I wasn't embarrassed, but I wasn't entirely sure what my childhood had to do with how I turned out.

Now, in my 30s (WELL into my 30s), I realize how completely ABSURD that was. It's been a tremendous process of integration for me - figuring out how all the disparate pieces fit together, but it's starting to make sense.

Certainly private school sanded off a few of my rougher edges, and I owe a tremendous debt of intellectual gratitude to the liberal arts college I attended - but my core values and the way I approach life were all formed in the hills, valleys and hollers of southeastern Kentucky. Topographically verdant and lush in many ways, while sociologically desperately poor and backward in others, it's a study in contrasts that I'm only beginning to reconcile, and appreciate.

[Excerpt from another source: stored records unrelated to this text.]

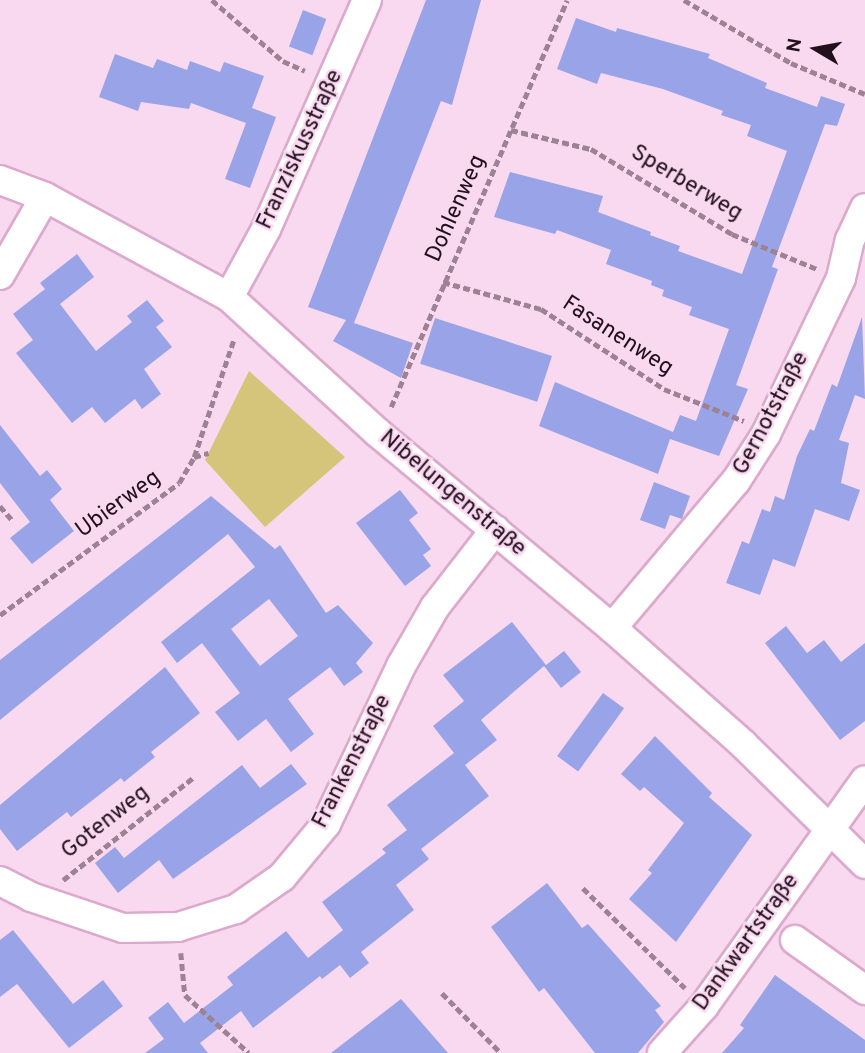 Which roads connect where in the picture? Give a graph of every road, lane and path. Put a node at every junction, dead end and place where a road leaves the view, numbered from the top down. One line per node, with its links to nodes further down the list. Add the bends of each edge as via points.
1 (212, 0): 5 (path, via 283,61)
2 (367, 0): 5 (street, Franziskusstraße)
3 (567, 0): 7 (path, Dohlenweg)
4 (684, 0): 6 (path, via 791,63)
5 (333, 85): 14 (street, Franziskusstraße, via 266,229)
6 (865, 94)
7 (511, 130): 12 (path, Sperberweg, via 590,149 732,234); 13 (path, Dohlenweg)
8 (0, 180): 9 (street, Nibelungenstraße)
9 (45, 197): 11 (street); 14 (street, Nibelungenstraße)
10 (865, 208): 12 (street, Gernotstraße, via 850,240)
11 (0, 275)
12 (841, 278): 16 (street, Gernotstraße)
13 (443, 282): 15 (path, Dohlenweg); 16 (path, Fasanenweg, via 541,309 664,390)
14 (238, 306): 15 (street, Nibelungenstraße); 18 (path, Ubierweg)
15 (378, 433): 21 (street, Nibelungenstraße)
16 (766, 434): 23 (street, Gernotstraße, via 736,481)
17 (208, 453): 18 (path)
18 (194, 457): 22 (path, Ubierweg, via 179,483)
19 (0, 506): 20 (path)
20 (12, 520)
21 (495, 530): 23 (street, Nibelungenstraße); 31 (street, Frankenstraße, via 435,607 401,666 326,824 282,877 236,909)
22 (0, 615)
23 (612, 628): 26 (street, Nibelungenstraße, via 743,744)
24 (194, 777): 30 (path, Gotenweg, via 69,872)
25 (865, 780): 26 (street)
26 (830, 832): 27 (street, Nibelungenstraße); 35 (street, Dankwartstraße, via 762,918)
27 (865, 864)
28 (0, 881): 30 (street, Frankenstraße)
29 (583, 888): 35 (path)
30 (46, 902): 31 (street, Frankenstraße, via 123,928)
31 (178, 927): 36 (path, via 185,995)
32 (795, 940): 33 (street)
33 (865, 990)
34 (442, 993): 37 (path)
35 (704, 1006): 38 (street, Dankwartstraße)
36 (249, 1053)
37 (500, 1053)
38 (662, 1053) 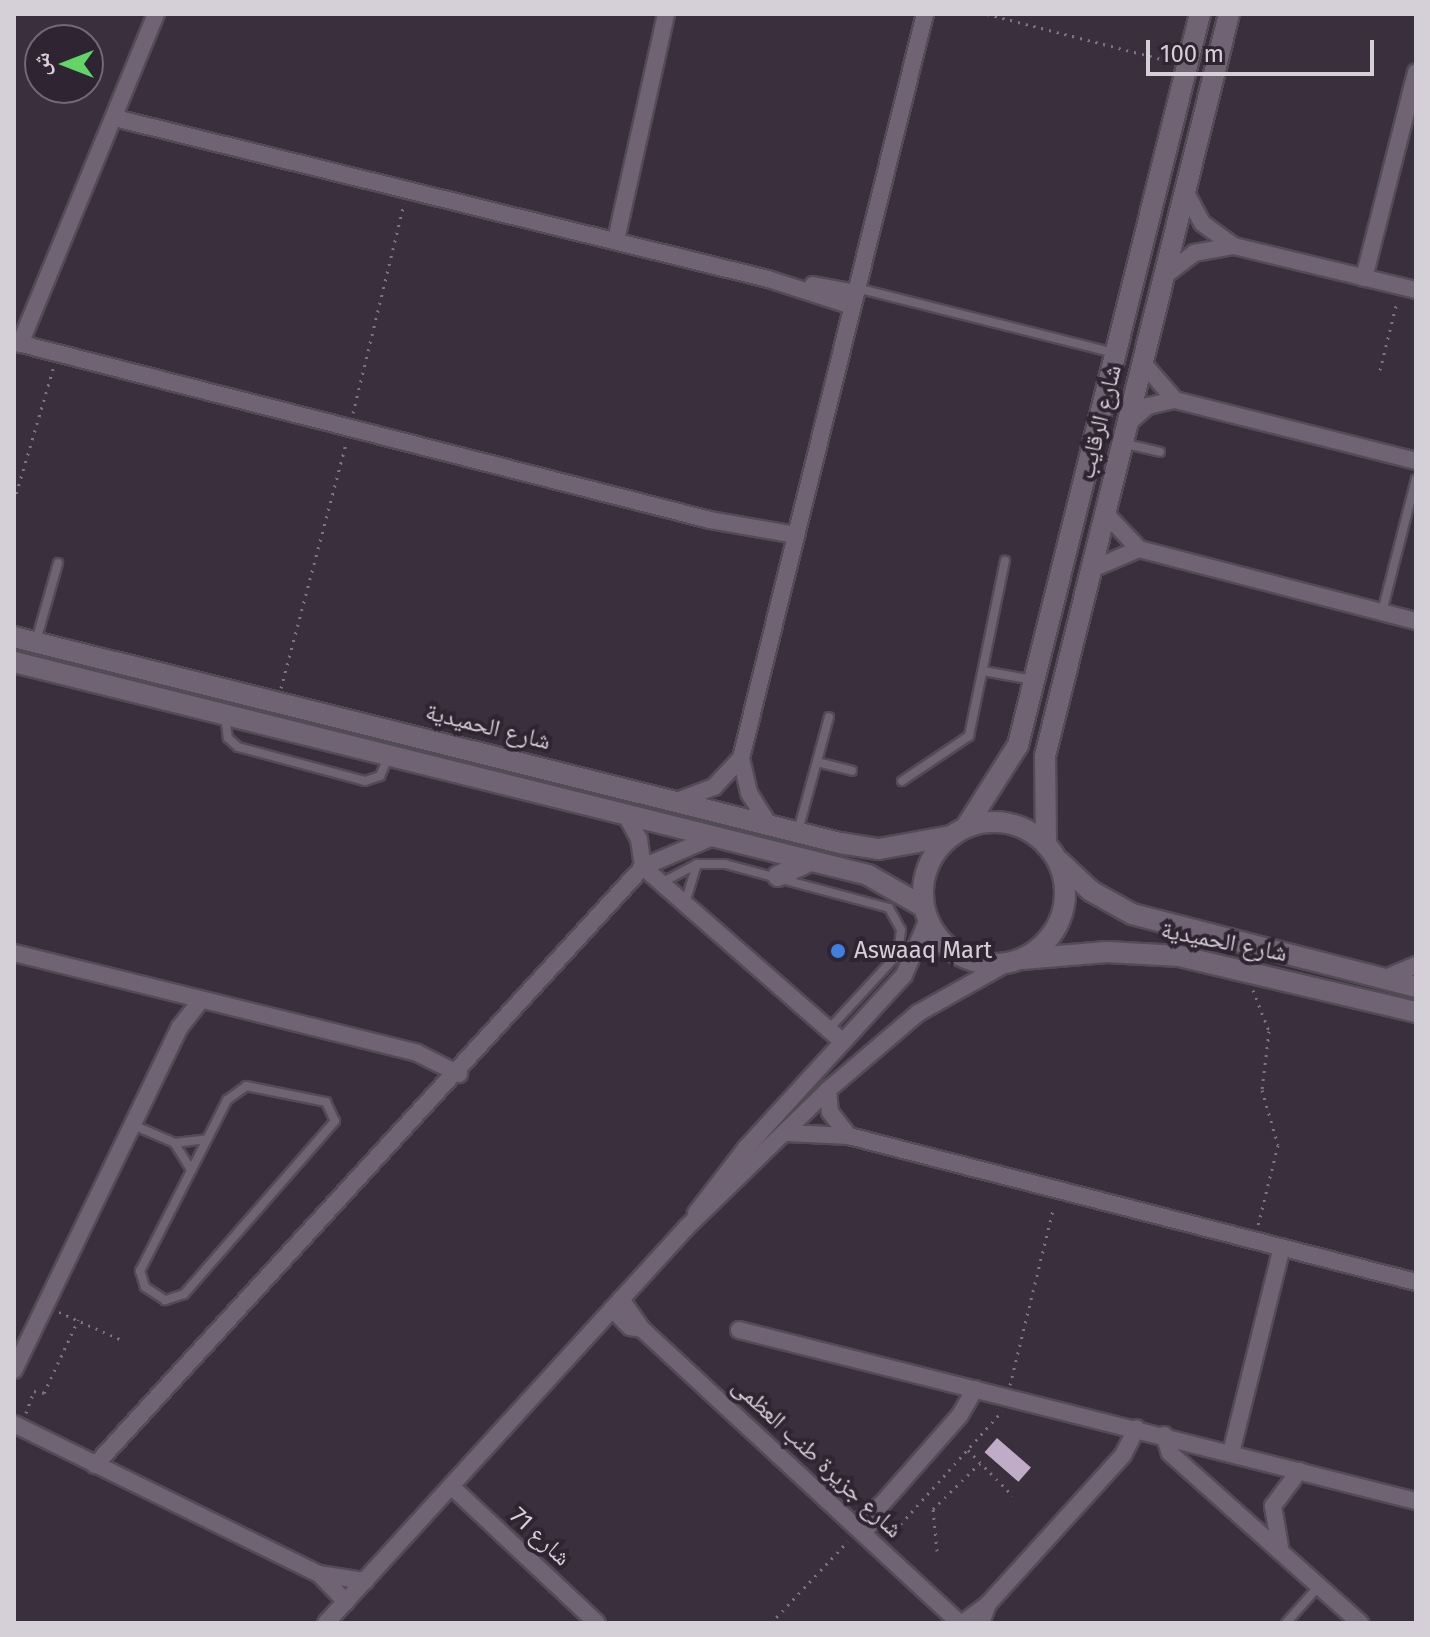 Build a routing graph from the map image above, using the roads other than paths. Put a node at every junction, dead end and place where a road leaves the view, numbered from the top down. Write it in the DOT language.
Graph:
graph roads {
  1 [pos="156,14"];
  2 [pos="666,14"];
  3 [pos="925,14"];
  4 [pos="1200,14"];
  5 [pos="1229,14"];
  6 [pos="1416,72"];
  7 [pos="1414,93"];
  8 [pos="117,112"];
  9 [pos="1184,189"];
  10 [pos="610,239"];
  11 [pos="1234,246"];
  12 [pos="1364,278"];
  13 [pos="1161,279"];
  14 [pos="1408,288"];
  15 [pos="855,296"];
  16 [pos="21,344"];
  17 [pos="1115,353"];
  18 [pos="1142,362"];
  19 [pos="1175,400"];
  20 [pos="1124,434"];
  21 [pos="1160,452"];
  22 [pos="1416,461"];
  23 [pos="1416,479"];
  24 [pos="1104,512"];
  25 [pos="794,541"];
  26 [pos="1139,549"];
  27 [pos="1005,561"];
  28 [pos="58,563"];
  29 [pos="1090,570"];
  30 [pos="1382,612"];
  31 [pos="1416,621"];
  32 [pos="14,637"];
  33 [pos="36,642"];
  34 [pos="14,662"];
  35 [pos="983,671"];
  36 [pos="1034,680"];
  37 [pos="225,715"];
  38 [pos="829,717"];
  39 [pos="389,756"];
  40 [pos="741,758"];
  41 [pos="817,762"];
  42 [pos="852,771"];
  43 [pos="902,781"];
  44 [pos="677,801"];
  45 [pos="626,815"];
  46 [pos="768,824"];
  47 [pos="798,832"];
  48 [pos="959,832"];
  49 [pos="713,837"];
  50 [pos="1050,850"];
  51 [pos="810,861"];
  52 [pos="697,864"];
  53 [pos="643,867"];
  54 [pos="778,876"];
  55 [pos="661,883"];
  56 [pos="685,904"];
  57 [pos="926,913"];
  58 [pos="14,953"];
  59 [pos="1013,961"];
  60 [pos="1416,965"];
  61 [pos="1383,979"];
  62 [pos="1416,987"];
  63 [pos="193,1000"];
  64 [pos="1416,1012"];
  65 [pos="829,1030"];
  66 [pos="842,1041"];
  67 [pos="459,1074"];
  68 [pos="828,1090"];
  69 [pos="133,1125"];
  70 [pos="787,1133"];
  71 [pos="849,1136"];
  72 [pos="207,1139"];
  73 [pos="175,1143"];
  74 [pos="191,1170"];
  75 [pos="686,1228"];
  76 [pos="1282,1247"];
  77 [pos="1416,1282"];
  78 [pos="617,1304"];
  79 [pos="739,1330"];
  80 [pos="14,1370"];
  81 [pos="975,1389"];
  82 [pos="17,1426"];
  83 [pos="1137,1428"];
  84 [pos="1164,1435"];
  85 [pos="1231,1453"];
  86 [pos="101,1469"];
  87 [pos="1299,1471"];
  88 [pos="451,1486"];
  89 [pos="1416,1501"];
  90 [pos="859,1529"];
  91 [pos="1285,1556"];
  92 [pos="319,1574"];
  93 [pos="365,1581"];
  94 [pos="1319,1586"];
  95 [pos="346,1602"];
  96 [pos="988,1604"];
  97 [pos="326,1623"];
  98 [pos="597,1623"];
  99 [pos="962,1623"];
  100 [pos="981,1623"];
  101 [pos="1286,1623"];
  102 [pos="1360,1623"];
  1 -- 8 [label="street"];
  2 -- 10 [label="street"];
  3 -- 15 [label="street"];
  4 -- 17 [label="street, شارع الرقايب"];
  5 -- 9 [label="street, شارع الرقايب"];
  6 -- 7 [label="street"];
  7 -- 12 [label="street"];
  8 -- 10 [label="street"];
  8 -- 16 [label="street"];
  9 -- 11 [label="street"];
  9 -- 13 [label="street, شارع الرقايب"];
  10 -- 15 [label="street"];
  11 -- 12 [label="street"];
  11 -- 13 [label="street"];
  12 -- 14 [label="street"];
  13 -- 18 [label="street, شارع الرقايب"];
  15 -- 17 [label="lane"];
  15 -- 25 [label="street"];
  16 -- 25 [label="street"];
  17 -- 36 [label="street, شارع الرقايب"];
  18 -- 19 [label="street"];
  18 -- 20 [label="street, شارع الرقايب"];
  19 -- 20 [label="street"];
  19 -- 22 [label="street"];
  20 -- 21 [label="lane"];
  20 -- 24 [label="street, شارع الرقايب"];
  23 -- 30 [label="lane"];
  24 -- 26 [label="street"];
  24 -- 29 [label="street, شارع الرقايب"];
  25 -- 40 [label="street"];
  26 -- 29 [label="street"];
  26 -- 30 [label="street"];
  27 -- 35 [label="lane"];
  28 -- 33 [label="lane"];
  29 -- 50 [label="street, شارع الرقايب"];
  30 -- 31 [label="street"];
  32 -- 33 [label="street, شارع الحميدية"];
  33 -- 44 [label="street, شارع الحميدية"];
  34 -- 37 [label="street"];
  35 -- 36 [label="lane"];
  35 -- 43 [label="lane"];
  36 -- 48 [label="street, شارع الرقايب"];
  37 -- 39 [label="street"];
  37 -- 39 [label="lane"];
  38 -- 41 [label="lane"];
  39 -- 45 [label="street"];
  40 -- 44 [label="street"];
  40 -- 46 [label="street"];
  41 -- 42 [label="lane"];
  41 -- 47 [label="lane"];
  44 -- 46 [label="street, شارع الحميدية"];
  45 -- 49 [label="street"];
  45 -- 53 [label="street"];
  46 -- 47 [label="street, شارع الحميدية"];
  47 -- 48 [label="street, شارع الحميدية"];
  48 -- 50 [label="street"];
  48 -- 57 [label="street"];
  49 -- 51 [label="street"];
  49 -- 53 [label="street"];
  50 -- 59 [label="street"];
  50 -- 61 [label="street, شارع الحميدية"];
  51 -- 54 [label="street"];
  51 -- 57 [label="street"];
  52 -- 54 [label="lane"];
  52 -- 55 [label="lane"];
  52 -- 56 [label="lane"];
  53 -- 55 [label="street"];
  53 -- 67 [label="street"];
  54 -- 65 [label="lane"];
  55 -- 56 [label="street"];
  56 -- 65 [label="street"];
  57 -- 59 [label="street"];
  57 -- 66 [label="street"];
  58 -- 63 [label="street"];
  59 -- 64 [label="street, شارع الحميدية"];
  59 -- 68 [label="street"];
  60 -- 61 [label="street"];
  61 -- 62 [label="street, شارع الحميدية"];
  63 -- 67 [label="street"];
  63 -- 69 [label="street"];
  65 -- 66 [label="street"];
  66 -- 75 [label="street"];
  67 -- 86 [label="street"];
  68 -- 70 [label="street"];
  68 -- 71 [label="street"];
  69 -- 73 [label="lane"];
  69 -- 80 [label="street"];
  70 -- 71 [label="street"];
  70 -- 75 [label="street"];
  71 -- 76 [label="street"];
  72 -- 73 [label="lane"];
  72 -- 74 [label="lane"];
  72 -- 74 [label="lane"];
  73 -- 74 [label="lane"];
  75 -- 78 [label="street"];
  76 -- 77 [label="street"];
  76 -- 85 [label="street"];
  78 -- 88 [label="street"];
  78 -- 90 [label="street, شارع جزيرة طنب العظمى"];
  79 -- 81 [label="street"];
  81 -- 83 [label="street"];
  81 -- 90 [label="street"];
  82 -- 86 [label="street"];
  83 -- 84 [label="street"];
  83 -- 96 [label="street"];
  84 -- 85 [label="street"];
  84 -- 91 [label="street"];
  85 -- 87 [label="street"];
  86 -- 92 [label="street"];
  87 -- 89 [label="street"];
  87 -- 91 [label="street"];
  88 -- 93 [label="street"];
  88 -- 98 [label="street, شارع 71"];
  90 -- 99 [label="street, شارع جزيرة طنب العظمى"];
  91 -- 94 [label="street"];
  92 -- 93 [label="street"];
  92 -- 95 [label="street"];
  93 -- 95 [label="street"];
  94 -- 101 [label="lane"];
  94 -- 102 [label="street"];
  95 -- 97 [label="street"];
  96 -- 99 [label="street"];
  96 -- 100 [label="street"];
}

These days I eat polenta instead of grits, and prosciutto more frequently than country ham. But I still spend my summer weekends "canning" (which I learned from my grandmothers). It's just that I'm usually passing out jars of homemade tomato sauce with organic roasted garlic or gazpacho (as opposed to say, bread and butter pickles). But that impulse to share my love with food from my kitchen comes from the exact same place of southern hospitality that all the women in my family handed down.

I'm not the perfect hostess, but no one ever sits down on my porch without being offered something to eat and drink. And if a guest admires one of my possessions at all enthusiastically, they're likely to leave with it (or find it wrapped under the tree at Christmas). It was impossible to pay my Grandma Doll a compliment on anything in her house without running the risk of leaving with the trunk of your car sagging under the weight of anything or everything she owned.

I love my big city friends - their wit, their sophistication and their worldview which is so much more expansive than mine. I envy them their instant access to museums and art and music and a dizzying array of international cuisine.

But I think they've come to realize and respect what I see and love in the home I've made for myself here.

My dear friend Elle emailed me from the Big Apple this weekend (as I was lamenting the fact I won't get to spend her birthday with her this Thursday), "I keep wishing that you lived closer, but then I wouldn't be able to talk about going down south and southern etiquette and all the wonderful splendor that is only indigenous to that part of the country. I love New York. But being away from Kentucky makes me realize how rich a community exists down there. You have built one for yourself, and that is amazing and beautiful."